Assignment: The lines below that include the word "Raya" are to be reported.

─── Input

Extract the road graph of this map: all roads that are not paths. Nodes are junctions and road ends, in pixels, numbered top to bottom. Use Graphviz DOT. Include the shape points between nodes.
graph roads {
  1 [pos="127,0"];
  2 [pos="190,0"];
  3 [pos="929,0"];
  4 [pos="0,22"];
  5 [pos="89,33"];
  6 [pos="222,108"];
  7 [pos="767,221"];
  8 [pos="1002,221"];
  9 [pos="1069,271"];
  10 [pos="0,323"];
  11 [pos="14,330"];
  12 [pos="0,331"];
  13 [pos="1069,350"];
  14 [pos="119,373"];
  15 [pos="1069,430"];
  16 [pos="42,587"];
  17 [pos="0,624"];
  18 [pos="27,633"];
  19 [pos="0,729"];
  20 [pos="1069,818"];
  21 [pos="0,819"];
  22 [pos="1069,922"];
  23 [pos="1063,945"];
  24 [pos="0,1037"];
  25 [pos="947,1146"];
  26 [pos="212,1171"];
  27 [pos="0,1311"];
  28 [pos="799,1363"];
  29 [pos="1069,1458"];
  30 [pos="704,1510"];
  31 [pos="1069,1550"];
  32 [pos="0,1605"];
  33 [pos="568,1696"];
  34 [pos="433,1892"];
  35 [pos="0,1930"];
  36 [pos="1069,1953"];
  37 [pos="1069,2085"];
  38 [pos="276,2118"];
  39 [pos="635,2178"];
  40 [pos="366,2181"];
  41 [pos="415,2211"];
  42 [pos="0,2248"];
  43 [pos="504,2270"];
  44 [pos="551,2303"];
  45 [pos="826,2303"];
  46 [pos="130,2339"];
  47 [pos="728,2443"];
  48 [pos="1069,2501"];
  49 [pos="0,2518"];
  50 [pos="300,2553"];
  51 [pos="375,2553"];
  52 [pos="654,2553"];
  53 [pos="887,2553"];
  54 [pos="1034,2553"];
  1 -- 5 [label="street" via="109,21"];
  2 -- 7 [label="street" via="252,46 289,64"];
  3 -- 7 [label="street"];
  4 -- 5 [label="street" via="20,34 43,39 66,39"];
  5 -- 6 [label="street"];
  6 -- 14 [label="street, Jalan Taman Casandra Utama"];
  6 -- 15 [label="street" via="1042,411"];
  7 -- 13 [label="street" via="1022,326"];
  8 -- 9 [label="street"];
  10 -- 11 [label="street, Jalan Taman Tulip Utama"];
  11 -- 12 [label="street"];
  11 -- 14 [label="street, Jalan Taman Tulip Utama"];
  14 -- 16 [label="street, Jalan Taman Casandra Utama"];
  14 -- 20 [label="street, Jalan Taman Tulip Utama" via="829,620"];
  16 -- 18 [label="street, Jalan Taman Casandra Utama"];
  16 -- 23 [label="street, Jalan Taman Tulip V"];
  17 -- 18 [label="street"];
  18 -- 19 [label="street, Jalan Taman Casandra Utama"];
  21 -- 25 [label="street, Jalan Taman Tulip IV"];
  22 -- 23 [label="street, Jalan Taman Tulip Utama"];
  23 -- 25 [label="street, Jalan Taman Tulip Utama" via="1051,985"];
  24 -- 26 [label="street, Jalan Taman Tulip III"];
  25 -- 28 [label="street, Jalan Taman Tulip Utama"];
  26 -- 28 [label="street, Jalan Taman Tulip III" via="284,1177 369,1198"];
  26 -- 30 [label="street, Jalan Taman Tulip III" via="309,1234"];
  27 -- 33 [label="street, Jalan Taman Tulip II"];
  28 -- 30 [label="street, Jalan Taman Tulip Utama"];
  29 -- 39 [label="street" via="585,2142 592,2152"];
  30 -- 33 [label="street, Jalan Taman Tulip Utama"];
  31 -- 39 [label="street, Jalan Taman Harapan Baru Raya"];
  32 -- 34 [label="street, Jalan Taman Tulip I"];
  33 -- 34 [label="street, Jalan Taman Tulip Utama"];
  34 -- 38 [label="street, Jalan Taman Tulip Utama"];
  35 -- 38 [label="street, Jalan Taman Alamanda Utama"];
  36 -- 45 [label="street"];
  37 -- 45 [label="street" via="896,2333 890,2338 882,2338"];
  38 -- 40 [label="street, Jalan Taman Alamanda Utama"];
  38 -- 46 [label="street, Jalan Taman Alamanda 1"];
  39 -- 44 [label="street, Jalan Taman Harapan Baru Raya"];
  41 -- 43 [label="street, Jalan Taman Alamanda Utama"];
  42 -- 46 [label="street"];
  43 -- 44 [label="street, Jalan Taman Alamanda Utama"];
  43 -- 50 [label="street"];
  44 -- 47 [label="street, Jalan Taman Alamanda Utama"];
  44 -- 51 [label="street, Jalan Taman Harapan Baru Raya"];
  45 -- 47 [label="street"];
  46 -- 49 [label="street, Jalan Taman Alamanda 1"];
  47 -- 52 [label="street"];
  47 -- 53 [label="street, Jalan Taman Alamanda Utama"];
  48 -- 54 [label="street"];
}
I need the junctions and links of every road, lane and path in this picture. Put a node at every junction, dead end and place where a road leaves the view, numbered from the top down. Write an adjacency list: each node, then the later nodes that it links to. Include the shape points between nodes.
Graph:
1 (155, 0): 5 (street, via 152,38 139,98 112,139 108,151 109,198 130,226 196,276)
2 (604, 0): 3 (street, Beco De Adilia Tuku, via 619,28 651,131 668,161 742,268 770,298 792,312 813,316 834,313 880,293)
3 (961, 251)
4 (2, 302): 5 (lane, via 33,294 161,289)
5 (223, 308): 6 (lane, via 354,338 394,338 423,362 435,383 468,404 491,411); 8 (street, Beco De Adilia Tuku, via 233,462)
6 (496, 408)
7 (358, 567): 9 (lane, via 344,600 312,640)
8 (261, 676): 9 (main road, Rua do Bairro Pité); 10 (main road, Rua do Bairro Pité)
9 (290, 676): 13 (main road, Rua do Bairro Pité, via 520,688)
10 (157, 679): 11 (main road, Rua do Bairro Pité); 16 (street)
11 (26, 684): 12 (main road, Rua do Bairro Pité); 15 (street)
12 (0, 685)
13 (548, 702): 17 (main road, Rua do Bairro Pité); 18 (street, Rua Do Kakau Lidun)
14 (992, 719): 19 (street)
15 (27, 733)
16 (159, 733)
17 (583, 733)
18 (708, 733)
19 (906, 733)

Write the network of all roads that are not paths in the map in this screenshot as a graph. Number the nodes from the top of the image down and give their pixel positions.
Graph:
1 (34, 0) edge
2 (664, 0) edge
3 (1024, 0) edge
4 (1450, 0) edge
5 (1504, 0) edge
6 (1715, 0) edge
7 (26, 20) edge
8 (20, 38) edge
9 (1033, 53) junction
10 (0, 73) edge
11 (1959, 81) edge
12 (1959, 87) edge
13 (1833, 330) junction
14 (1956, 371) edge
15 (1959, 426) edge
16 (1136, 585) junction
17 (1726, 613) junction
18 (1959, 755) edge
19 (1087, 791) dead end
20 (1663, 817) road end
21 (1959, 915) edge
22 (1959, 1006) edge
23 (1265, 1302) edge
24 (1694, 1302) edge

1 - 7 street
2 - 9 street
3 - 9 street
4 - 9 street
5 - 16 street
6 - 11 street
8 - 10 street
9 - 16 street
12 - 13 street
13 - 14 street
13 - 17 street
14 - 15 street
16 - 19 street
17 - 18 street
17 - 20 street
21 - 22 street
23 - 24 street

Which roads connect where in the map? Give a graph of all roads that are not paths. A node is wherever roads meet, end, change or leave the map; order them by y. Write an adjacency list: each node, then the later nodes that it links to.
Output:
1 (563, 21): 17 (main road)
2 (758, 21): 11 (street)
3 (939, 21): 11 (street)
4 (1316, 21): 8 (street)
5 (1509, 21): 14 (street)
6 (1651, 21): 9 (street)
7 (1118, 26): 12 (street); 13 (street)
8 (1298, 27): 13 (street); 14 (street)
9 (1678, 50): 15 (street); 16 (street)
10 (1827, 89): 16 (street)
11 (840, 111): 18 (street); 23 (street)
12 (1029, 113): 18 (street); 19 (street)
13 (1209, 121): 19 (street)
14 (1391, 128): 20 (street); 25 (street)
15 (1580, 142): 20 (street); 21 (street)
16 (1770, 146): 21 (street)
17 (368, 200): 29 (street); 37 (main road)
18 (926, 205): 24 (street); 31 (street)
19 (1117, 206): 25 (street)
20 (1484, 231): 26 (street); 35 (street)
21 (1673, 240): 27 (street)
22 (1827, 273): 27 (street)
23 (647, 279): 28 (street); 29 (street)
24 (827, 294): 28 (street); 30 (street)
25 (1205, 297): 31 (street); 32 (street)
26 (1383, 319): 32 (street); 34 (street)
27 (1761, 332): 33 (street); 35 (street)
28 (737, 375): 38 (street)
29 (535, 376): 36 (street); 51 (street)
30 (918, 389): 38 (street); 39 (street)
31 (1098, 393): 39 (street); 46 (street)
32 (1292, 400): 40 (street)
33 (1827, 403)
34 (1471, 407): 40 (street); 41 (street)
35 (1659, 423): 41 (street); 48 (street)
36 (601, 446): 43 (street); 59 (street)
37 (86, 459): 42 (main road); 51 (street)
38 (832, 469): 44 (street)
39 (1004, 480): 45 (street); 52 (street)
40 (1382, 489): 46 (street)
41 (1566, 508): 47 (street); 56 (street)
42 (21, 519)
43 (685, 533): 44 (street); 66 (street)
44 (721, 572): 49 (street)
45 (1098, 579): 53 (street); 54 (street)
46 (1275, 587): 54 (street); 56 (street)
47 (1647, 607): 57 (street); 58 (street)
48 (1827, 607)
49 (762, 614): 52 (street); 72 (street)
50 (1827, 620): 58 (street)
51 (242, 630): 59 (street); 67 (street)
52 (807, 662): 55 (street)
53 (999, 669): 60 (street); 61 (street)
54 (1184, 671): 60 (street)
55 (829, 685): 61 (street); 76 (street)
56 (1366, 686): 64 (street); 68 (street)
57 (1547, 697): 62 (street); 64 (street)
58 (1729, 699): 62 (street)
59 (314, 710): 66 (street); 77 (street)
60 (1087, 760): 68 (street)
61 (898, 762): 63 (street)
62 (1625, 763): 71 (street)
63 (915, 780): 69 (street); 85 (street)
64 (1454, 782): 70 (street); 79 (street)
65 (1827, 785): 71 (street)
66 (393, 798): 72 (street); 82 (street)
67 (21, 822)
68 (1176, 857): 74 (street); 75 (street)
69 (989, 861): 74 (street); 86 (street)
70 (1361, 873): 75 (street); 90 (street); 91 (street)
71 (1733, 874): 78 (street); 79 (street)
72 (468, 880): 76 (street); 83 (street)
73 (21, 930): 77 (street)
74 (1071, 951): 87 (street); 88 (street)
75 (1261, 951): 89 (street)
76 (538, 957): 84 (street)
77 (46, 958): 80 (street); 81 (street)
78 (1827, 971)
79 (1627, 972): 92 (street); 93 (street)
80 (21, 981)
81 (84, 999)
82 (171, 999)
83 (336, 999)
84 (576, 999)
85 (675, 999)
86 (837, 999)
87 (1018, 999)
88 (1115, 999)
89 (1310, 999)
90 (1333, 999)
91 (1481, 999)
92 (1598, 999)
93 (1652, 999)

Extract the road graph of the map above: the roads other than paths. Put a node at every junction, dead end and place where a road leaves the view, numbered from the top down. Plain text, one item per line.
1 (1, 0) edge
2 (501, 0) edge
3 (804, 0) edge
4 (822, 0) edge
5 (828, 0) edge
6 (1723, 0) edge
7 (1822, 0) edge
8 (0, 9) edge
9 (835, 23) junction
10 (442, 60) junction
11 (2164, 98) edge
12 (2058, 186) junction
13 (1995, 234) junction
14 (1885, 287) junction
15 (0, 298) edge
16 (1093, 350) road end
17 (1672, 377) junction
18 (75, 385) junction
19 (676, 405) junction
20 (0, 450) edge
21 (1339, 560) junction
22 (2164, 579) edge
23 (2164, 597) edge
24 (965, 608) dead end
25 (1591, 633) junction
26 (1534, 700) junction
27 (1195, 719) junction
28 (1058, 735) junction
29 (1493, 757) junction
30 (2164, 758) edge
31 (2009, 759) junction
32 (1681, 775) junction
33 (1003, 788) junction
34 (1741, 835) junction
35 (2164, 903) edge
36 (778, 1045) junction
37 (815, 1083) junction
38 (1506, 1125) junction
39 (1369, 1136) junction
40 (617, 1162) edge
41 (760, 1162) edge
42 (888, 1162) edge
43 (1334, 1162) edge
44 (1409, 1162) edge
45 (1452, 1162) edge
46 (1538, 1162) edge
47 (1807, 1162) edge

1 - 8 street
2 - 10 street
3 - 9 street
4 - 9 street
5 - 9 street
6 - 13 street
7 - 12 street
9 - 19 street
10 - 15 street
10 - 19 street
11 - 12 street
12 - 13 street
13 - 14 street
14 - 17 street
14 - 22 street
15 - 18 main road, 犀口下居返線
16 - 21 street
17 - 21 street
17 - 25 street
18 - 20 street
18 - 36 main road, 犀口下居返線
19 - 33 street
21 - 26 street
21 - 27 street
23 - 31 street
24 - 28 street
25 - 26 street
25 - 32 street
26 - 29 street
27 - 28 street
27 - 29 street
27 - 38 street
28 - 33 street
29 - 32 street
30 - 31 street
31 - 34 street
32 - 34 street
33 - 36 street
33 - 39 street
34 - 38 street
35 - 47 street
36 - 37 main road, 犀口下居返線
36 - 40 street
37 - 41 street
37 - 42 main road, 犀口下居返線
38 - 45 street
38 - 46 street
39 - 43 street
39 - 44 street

──────

Exercise response:
  31 -- 39 [label="street, Jalan Taman Harapan Baru Raya"];
  39 -- 44 [label="street, Jalan Taman Harapan Baru Raya"];
  44 -- 51 [label="street, Jalan Taman Harapan Baru Raya"];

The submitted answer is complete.